Amazon's newest series, Good Girls Revolt, is based on the book of the same name by Lynn Povich, who was part of the real life events in 1970 that challenged and defied the patriarchal world of journalism.
The show focuses on Newsweek's newsroom at the time, where women were present, but not as writers. Instead, they were known as "the dollies," researching stories and often times being the ones who not only gathered information, tracked down and spoke to sources, but shaped and helped write the articles, for which they received no credit. Each "dollie" was paired with a male writer, who got the byline.

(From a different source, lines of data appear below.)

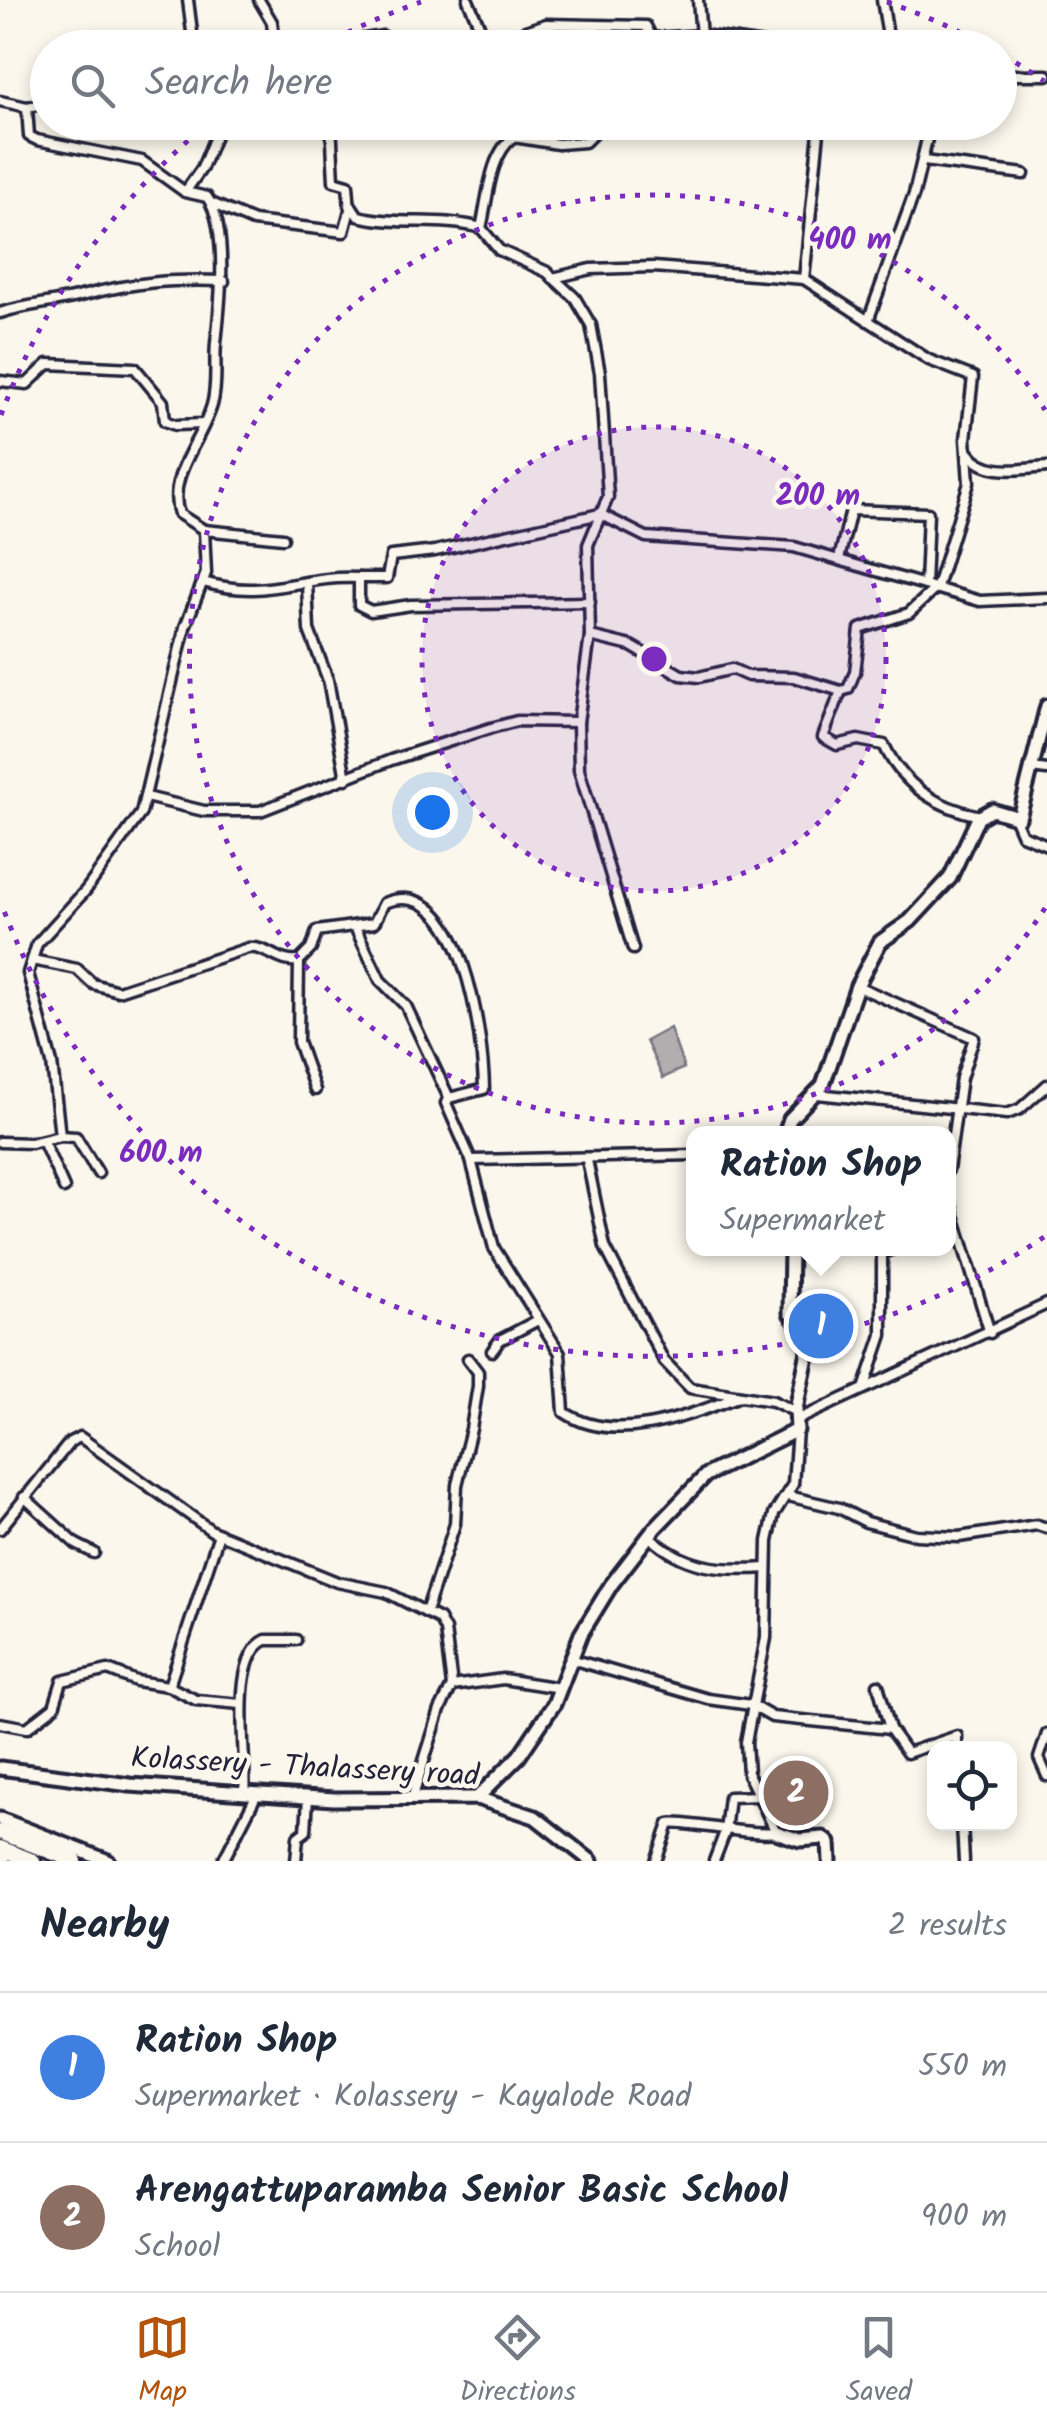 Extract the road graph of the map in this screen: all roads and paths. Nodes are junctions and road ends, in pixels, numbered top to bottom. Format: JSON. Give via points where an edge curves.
{"nodes":[{"id":1,"x":188,"y":0,"type":"edge"},
{"id":2,"x":259,"y":0,"type":"edge"},
{"id":3,"x":468,"y":0,"type":"edge"},
{"id":4,"x":698,"y":0,"type":"edge"},
{"id":5,"x":882,"y":0,"type":"edge"},
{"id":6,"x":192,"y":30,"type":"edge"},
{"id":7,"x":273,"y":30,"type":"edge"},
{"id":8,"x":481,"y":30,"type":"edge"},
{"id":9,"x":530,"y":30,"type":"edge"},
{"id":10,"x":648,"y":30,"type":"edge"},
{"id":11,"x":701,"y":30,"type":"edge"},
{"id":12,"x":887,"y":30,"type":"edge"},
{"id":13,"x":1017,"y":75,"type":"edge"},
{"id":14,"x":1047,"y":75,"type":"edge"},
{"id":15,"x":0,"y":101,"type":"edge"},
{"id":16,"x":30,"y":106,"type":"edge"},
{"id":17,"x":27,"y":107,"type":"junction"},
{"id":18,"x":30,"y":136,"type":"edge"},
{"id":19,"x":37,"y":140,"type":"edge"},
{"id":20,"x":213,"y":140,"type":"edge"},
{"id":21,"x":332,"y":140,"type":"edge"},
{"id":22,"x":509,"y":140,"type":"edge"},
{"id":23,"x":533,"y":140,"type":"edge"},
{"id":24,"x":587,"y":140,"type":"edge"},
{"id":25,"x":818,"y":140,"type":"edge"},
{"id":26,"x":928,"y":140,"type":"edge"},
{"id":27,"x":924,"y":162,"type":"junction"},
{"id":28,"x":1024,"y":174,"type":"dead end"},
{"id":29,"x":186,"y":192,"type":"junction"},
{"id":30,"x":211,"y":203,"type":"junction"},
{"id":31,"x":350,"y":204,"type":"junction"},
{"id":32,"x":482,"y":228,"type":"junction"},
{"id":33,"x":553,"y":278,"type":"junction"},
{"id":34,"x":804,"y":279,"type":"junction"},
{"id":35,"x":224,"y":280,"type":"junction"},
{"id":36,"x":0,"y":312,"type":"edge"},
{"id":37,"x":868,"y":321,"type":"junction"},
{"id":38,"x":0,"y":381,"type":"edge"},
{"id":39,"x":204,"y":424,"type":"junction"},
{"id":40,"x":968,"y":452,"type":"junction"},
{"id":41,"x":1047,"y":468,"type":"edge"},
{"id":42,"x":600,"y":514,"type":"junction"},
{"id":43,"x":204,"y":530,"type":"junction"},
{"id":44,"x":283,"y":538,"type":"dead end"},
{"id":45,"x":839,"y":559,"type":"junction"},
{"id":46,"x":359,"y":578,"type":"junction"},
{"id":47,"x":204,"y":582,"type":"junction"},
{"id":48,"x":307,"y":582,"type":"junction"},
{"id":49,"x":925,"y":585,"type":"junction"},
{"id":50,"x":937,"y":587,"type":"junction"},
{"id":51,"x":1047,"y":598,"type":"edge"},
{"id":52,"x":590,"y":602,"type":"junction"},
{"id":53,"x":590,"y":636,"type":"junction"},
{"id":54,"x":841,"y":691,"type":"junction"},
{"id":55,"x":1047,"y":706,"type":"edge"},
{"id":56,"x":578,"y":722,"type":"junction"},
{"id":57,"x":1030,"y":768,"type":"junction"},
{"id":58,"x":1047,"y":770,"type":"edge"},
{"id":59,"x":346,"y":779,"type":"junction"},
{"id":60,"x":146,"y":797,"type":"junction"},
{"id":61,"x":980,"y":816,"type":"junction"},
{"id":62,"x":1015,"y":820,"type":"junction"},
{"id":63,"x":1047,"y":844,"type":"edge"},
{"id":64,"x":356,"y":927,"type":"junction"},
{"id":65,"x":633,"y":950,"type":"dead end"},
{"id":66,"x":32,"y":960,"type":"junction"},
{"id":67,"x":298,"y":961,"type":"junction"},
{"id":68,"x":856,"y":986,"type":"junction"},
{"id":69,"x":1047,"y":1085,"type":"edge"},
{"id":70,"x":315,"y":1090,"type":"dead end"},
{"id":71,"x":817,"y":1094,"type":"junction"},
{"id":72,"x":449,"y":1098,"type":"junction"},
{"id":73,"x":958,"y":1112,"type":"junction"},
{"id":74,"x":789,"y":1126,"type":"edge"},
{"id":75,"x":956,"y":1126,"type":"edge"},
{"id":76,"x":60,"y":1136,"type":"junction"},
{"id":77,"x":44,"y":1141,"type":"junction"},
{"id":78,"x":0,"y":1142,"type":"edge"},
{"id":79,"x":686,"y":1155,"type":"edge"},
{"id":80,"x":471,"y":1160,"type":"junction"},
{"id":81,"x":588,"y":1160,"type":"junction"},
{"id":82,"x":98,"y":1173,"type":"dead end"},
{"id":83,"x":64,"y":1188,"type":"dead end"},
{"id":84,"x":956,"y":1240,"type":"edge"},
{"id":85,"x":791,"y":1256,"type":"edge"},
{"id":86,"x":880,"y":1256,"type":"edge"},
{"id":87,"x":1047,"y":1304,"type":"edge"},
{"id":88,"x":538,"y":1320,"type":"junction"},
{"id":89,"x":990,"y":1333,"type":"junction"},
{"id":90,"x":492,"y":1351,"type":"dead end"},
{"id":91,"x":468,"y":1359,"type":"dead end"},
{"id":92,"x":866,"y":1386,"type":"junction"},
{"id":93,"x":740,"y":1396,"type":"junction"},
{"id":94,"x":797,"y":1420,"type":"junction"},
{"id":95,"x":788,"y":1496,"type":"junction"},
{"id":96,"x":24,"y":1497,"type":"junction"},
{"id":97,"x":1047,"y":1528,"type":"edge"},
{"id":98,"x":0,"y":1529,"type":"edge"},
{"id":99,"x":219,"y":1534,"type":"junction"},
{"id":100,"x":649,"y":1536,"type":"junction"},
{"id":101,"x":94,"y":1553,"type":"dead end"},
{"id":102,"x":767,"y":1568,"type":"junction"},
{"id":103,"x":426,"y":1612,"type":"junction"},
{"id":104,"x":296,"y":1640,"type":"dead end"},
{"id":105,"x":571,"y":1659,"type":"junction"},
{"id":106,"x":878,"y":1684,"type":"dead end"},
{"id":107,"x":169,"y":1686,"type":"junction"},
{"id":108,"x":452,"y":1686,"type":"junction"},
{"id":109,"x":560,"y":1688,"type":"junction"},
{"id":110,"x":242,"y":1704,"type":"junction"},
{"id":111,"x":752,"y":1706,"type":"junction"},
{"id":112,"x":0,"y":1723,"type":"edge"},
{"id":113,"x":890,"y":1729,"type":"junction"},
{"id":114,"x":1047,"y":1734,"type":"edge"},
{"id":115,"x":927,"y":1746,"type":"edge"},
{"id":116,"x":0,"y":1768,"type":"edge"},
{"id":117,"x":748,"y":1772,"type":"junction"},
{"id":118,"x":1047,"y":1776,"type":"edge"},
{"id":119,"x":251,"y":1794,"type":"junction"},
{"id":120,"x":743,"y":1796,"type":"junction"},
{"id":121,"x":761,"y":1796,"type":"junction"},
{"id":122,"x":308,"y":1797,"type":"junction"},
{"id":123,"x":478,"y":1798,"type":"junction"},
{"id":124,"x":412,"y":1800,"type":"junction"},
{"id":125,"x":0,"y":1818,"type":"edge"},
{"id":126,"x":962,"y":1831,"type":"edge"},
{"id":127,"x":0,"y":1832,"type":"edge"},
{"id":128,"x":726,"y":1832,"type":"junction"},
{"id":129,"x":776,"y":1832,"type":"junction"},
{"id":130,"x":0,"y":1848,"type":"edge"},
{"id":131,"x":33,"y":1861,"type":"edge"},
{"id":132,"x":75,"y":1861,"type":"edge"},
{"id":133,"x":108,"y":1861,"type":"edge"},
{"id":134,"x":224,"y":1861,"type":"edge"},
{"id":135,"x":296,"y":1861,"type":"edge"},
{"id":136,"x":591,"y":1861,"type":"edge"},
{"id":137,"x":656,"y":1861,"type":"edge"},
{"id":138,"x":714,"y":1861,"type":"edge"},
{"id":139,"x":830,"y":1861,"type":"edge"},
{"id":140,"x":964,"y":1861,"type":"edge"}],
"edges":[{"from":1,"to":6,"type":"street"},
{"from":2,"to":7,"type":"street"},
{"from":3,"to":8,"type":"street"},
{"from":4,"to":11,"type":"street"},
{"from":5,"to":12,"type":"street"},
{"from":9,"to":10,"type":"street","via":[[546,24]]},
{"from":13,"to":14,"type":"street"},
{"from":15,"to":17,"type":"street"},
{"from":16,"to":17,"type":"street"},
{"from":17,"to":18,"type":"street"},
{"from":19,"to":29,"type":"street","via":[[142,160]]},
{"from":20,"to":29,"type":"street"},
{"from":21,"to":31,"type":"street","via":[[334,181],[348,185]]},
{"from":22,"to":32,"type":"street","via":[[498,156]]},
{"from":23,"to":24,"type":"street"},
{"from":25,"to":34,"type":"street"},
{"from":26,"to":27,"type":"street"},
{"from":27,"to":28,"type":"street"},
{"from":27,"to":37,"type":"street"},
{"from":29,"to":30,"type":"street"},
{"from":30,"to":31,"type":"street","via":[[253,221],[344,232]]},
{"from":30,"to":35,"type":"street"},
{"from":31,"to":32,"type":"street","via":[[358,216],[375,220]]},
{"from":32,"to":33,"type":"street","via":[[499,250]]},
{"from":33,"to":34,"type":"street","via":[[591,268],[654,267]]},
{"from":33,"to":42,"type":"street","via":[[590,325],[600,373],[608,498]]},
{"from":34,"to":37,"type":"street"},
{"from":35,"to":36,"type":"street","via":[[111,285]]},
{"from":35,"to":39,"type":"street","via":[[217,380]]},
{"from":37,"to":40,"type":"street","via":[[929,360],[972,377]]},
{"from":38,"to":39,"type":"street","via":[[35,381],[48,364],[134,368],[163,402],[165,420]]},
{"from":39,"to":43,"type":"street","via":[[175,492],[180,514]]},
{"from":40,"to":41,"type":"street","via":[[998,470]]},
{"from":40,"to":50,"type":"street","via":[[968,483]]},
{"from":42,"to":45,"type":"street","via":[[646,536],[794,546]]},
{"from":42,"to":46,"type":"street","via":[[391,556],[387,578]]},
{"from":42,"to":52,"type":"street","via":[[588,546]]},
{"from":43,"to":44,"type":"street"},
{"from":43,"to":47,"type":"street"},
{"from":45,"to":49,"type":"street"},
{"from":45,"to":49,"type":"street","via":[[851,510],[928,514]]},
{"from":46,"to":48,"type":"street"},
{"from":46,"to":52,"type":"street","via":[[359,605],[371,611]]},
{"from":47,"to":48,"type":"street","via":[[250,592]]},
{"from":47,"to":60,"type":"street","via":[[185,626]]},
{"from":48,"to":59,"type":"street","via":[[309,630],[328,680]]},
{"from":49,"to":50,"type":"street"},
{"from":50,"to":51,"type":"street","via":[[980,601]]},
{"from":50,"to":54,"type":"street","via":[[909,613],[860,629],[855,672]]},
{"from":52,"to":53,"type":"street"},
{"from":53,"to":54,"type":"street","via":[[631,646],[681,675],[732,670]]},
{"from":53,"to":56,"type":"street"},
{"from":54,"to":61,"type":"street","via":[[823,737],[837,745],[884,745],[894,768],[919,793]]},
{"from":55,"to":57,"type":"main road"},
{"from":56,"to":59,"type":"street","via":[[516,721]]},
{"from":56,"to":65,"type":"street","via":[[579,770]]},
{"from":57,"to":58,"type":"street"},
{"from":57,"to":62,"type":"main road"},
{"from":59,"to":60,"type":"street","via":[[260,811],[204,810]]},
{"from":60,"to":66,"type":"street","via":[[120,844],[49,927]]},
{"from":61,"to":62,"type":"main road","via":[[992,810]]},
{"from":61,"to":68,"type":"main road","via":[[950,878],[880,942]]},
{"from":62,"to":63,"type":"street","via":[[1022,835]]},
{"from":64,"to":67,"type":"street","via":[[317,930]]},
{"from":64,"to":72,"type":"street","via":[[380,980],[406,1006]]},
{"from":64,"to":72,"type":"street","via":[[374,923],[384,904],[412,898],[452,932],[476,1006],[485,1084],[476,1094]]},
{"from":66,"to":67,"type":"street","via":[[77,970],[93,984],[118,991],[248,948]]},
{"from":66,"to":76,"type":"street","via":[[29,988],[52,1063]]},
{"from":67,"to":70,"type":"street","via":[[298,1042]]},
{"from":68,"to":71,"type":"main road"},
{"from":68,"to":73,"type":"street","via":[[974,1038]]},
{"from":69,"to":73,"type":"street","via":[[1020,1110]]},
{"from":71,"to":73,"type":"street"},
{"from":71,"to":74,"type":"main road","via":[[796,1110]]},
{"from":72,"to":80,"type":"street","via":[[446,1108]]},
{"from":73,"to":75,"type":"street"},
{"from":76,"to":77,"type":"street"},
{"from":76,"to":82,"type":"street","via":[[76,1137]]},
{"from":77,"to":78,"type":"street"},
{"from":77,"to":83,"type":"street"},
{"from":79,"to":81,"type":"street"},
{"from":80,"to":81,"type":"street"},
{"from":80,"to":88,"type":"street","via":[[494,1248]]},
{"from":81,"to":93,"type":"street","via":[[605,1246],[664,1361],[690,1388]]},
{"from":84,"to":89,"type":"street"},
{"from":85,"to":94,"type":"main road","via":[[790,1313],[810,1342]]},
{"from":86,"to":92,"type":"street","via":[[882,1335]]},
{"from":87,"to":89,"type":"street"},
{"from":88,"to":90,"type":"street"},
{"from":88,"to":93,"type":"street","via":[[560,1354],[564,1412],[576,1420],[655,1424]]},
{"from":89,"to":92,"type":"street"},
{"from":91,"to":103,"type":"street","via":[[478,1372],[474,1415],[455,1524]]},
{"from":92,"to":94,"type":"street"},
{"from":93,"to":94,"type":"street"},
{"from":94,"to":95,"type":"street"},
{"from":94,"to":100,"type":"main road","via":[[706,1475]]},
{"from":95,"to":97,"type":"street","via":[[916,1536]]},
{"from":95,"to":102,"type":"street","via":[[774,1514]]},
{"from":96,"to":98,"type":"street"},
{"from":96,"to":99,"type":"street","via":[[80,1437]]},
{"from":96,"to":101,"type":"street"},
{"from":99,"to":103,"type":"street"},
{"from":99,"to":107,"type":"street"},
{"from":100,"to":102,"type":"street","via":[[668,1553],[700,1566]]},
{"from":100,"to":105,"type":"main road","via":[[610,1585]]},
{"from":102,"to":111,"type":"street","via":[[766,1638]]},
{"from":103,"to":108,"type":"street","via":[[444,1623]]},
{"from":104,"to":110,"type":"street","via":[[259,1643]]},
{"from":105,"to":109,"type":"main road"},
{"from":105,"to":111,"type":"street"},
{"from":106,"to":113,"type":"street"},
{"from":107,"to":110,"type":"street","via":[[196,1700]]},
{"from":107,"to":112,"type":"street","via":[[108,1670],[58,1687],[54,1707],[27,1728]]},
{"from":108,"to":109,"type":"street","via":[[504,1679]]},
{"from":108,"to":124,"type":"street"},
{"from":109,"to":123,"type":"main road","via":[[519,1756]]},
{"from":110,"to":119,"type":"street"},
{"from":111,"to":113,"type":"street","via":[[772,1716]]},
{"from":111,"to":117,"type":"street"},
{"from":113,"to":115,"type":"street","via":[[907,1753]]},
{"from":114,"to":118,"type":"street","via":[[1039,1758]]},
{"from":116,"to":119,"type":"main road","name":"Kolassery - Thalassery road"},
{"from":117,"to":120,"type":"street"},
{"from":117,"to":121,"type":"street"},
{"from":119,"to":122,"type":"main road","name":"Kolassery - Thalassery road"},
{"from":119,"to":134,"type":"street"},
{"from":120,"to":121,"type":"street"},
{"from":120,"to":128,"type":"street","via":[[726,1803]]},
{"from":121,"to":129,"type":"street"},
{"from":122,"to":124,"type":"main road","name":"Kolassery - Thalassery road"},
{"from":122,"to":135,"type":"street"},
{"from":123,"to":124,"type":"main road","name":"Kolassery - Thalassery road"},
{"from":123,"to":136,"type":"main road","name":"Kolassery - Thalassery road","via":[[535,1817]]},
{"from":125,"to":133,"type":"main road"},
{"from":126,"to":140,"type":"street"},
{"from":127,"to":132,"type":"highway"},
{"from":128,"to":129,"type":"street"},
{"from":128,"to":137,"type":"street","via":[[678,1820],[670,1824]]},
{"from":128,"to":138,"type":"street"},
{"from":129,"to":139,"type":"main road","via":[[823,1838]]},
{"from":130,"to":131,"type":"highway"}]}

The show introduces the viewer to the men and women of the Newsweek newsroom—including a young Nora Ephron (played by Grace Gummer)—as well as the women of New York City who were beginning to revolt against the patriarchy. Namely, Eleanor Holmes Norton (Joy Bryant), now a member of Congress, and at the time an American Civil Liberties Union attorney. The women would gather and recruit others to join forces—from TIME, which covered the story as it was unfolding back then:
They began gathering ranks, recruiting others to their cause in the women’s bathroom in order to avoid detection, and solicited advice from Eleanor Holmes Norton, then an American Civil Liberties Union attorney, now a long-serving member of congress. “If we saw somebody in the restroom that we trusted or knew pretty well, we would say something like, ‘He and I both graduated from Columbia Journalism School, and now he’s a writer and I’m not’ and just sort of gauge what the reaction would be before presenting what we were doing,” says Povich.
When Newsweek published their cover story "Women in Revolt" in 1970, which was about the women's liberation members and war on sexism, it coincided with a lawsuit brought against the publication: "The day [it] hit the stands... 46 of us sued the magazine for sex discrimination," Povich recalls. "We were the first women in the media to sue and comprised the first female class action suit. Following us, women working at Time Inc., The Reader’s Digest, The New York Times, NBC and the Associated Press, among others, also sued their employers." (This was brought up in an episode of Mad Men, via a mention of the Ladies' Home Journal sit-in and the big women's equality march on Fifth Avenue that drew 50,000 people.)
In a short piece in TIME published in March, 1970 (which you can read here with a subscription), they noted that, "Until recently, the rebellious restlessness of women in journalism had rarely surfaced," and that, "Osborn Elliott, Newsweek‘s editor in chief, said that most of his researchers are women because of a 'newsmagazine tradition going back almost 50 years.'"
Povich's book (as well as the show) steps outside the Newsweek newsroom to show the breaking of that "tradition." The 1970 revolt (and lawsuit) was a start, but when "management didn’t fulfill its promises to hire and promote women," Povich recalls, "we sued again in 1972. By this time, Katharine Graham, the owner of The Washington Post Company, which owned Newsweek, had become familiar with feminism, thanks to her friendship with Gloria Steinem. She ordered her corporate lawyer, Joseph Califano, later the Secretary of Health, Education and Welfare under President Jimmy Carter, to settle the case. We set goals and timetables: By the end of 1975, one-third of all reporters and writers were to be women, one third of all researchers were to be men, and there would be a woman senior editor. I was named Newsweek’s first woman Senior Editor in 1975."
As for the show, it's just not as powerful as it should be. We'd have to agree with the AV Club that, so far (having just seen the pilot) it's a bit reliant on clichés, and everyone looks like they got dressed at a Halloween costume shop.
See for yourself; Good Girls Revolt is now on Amazon.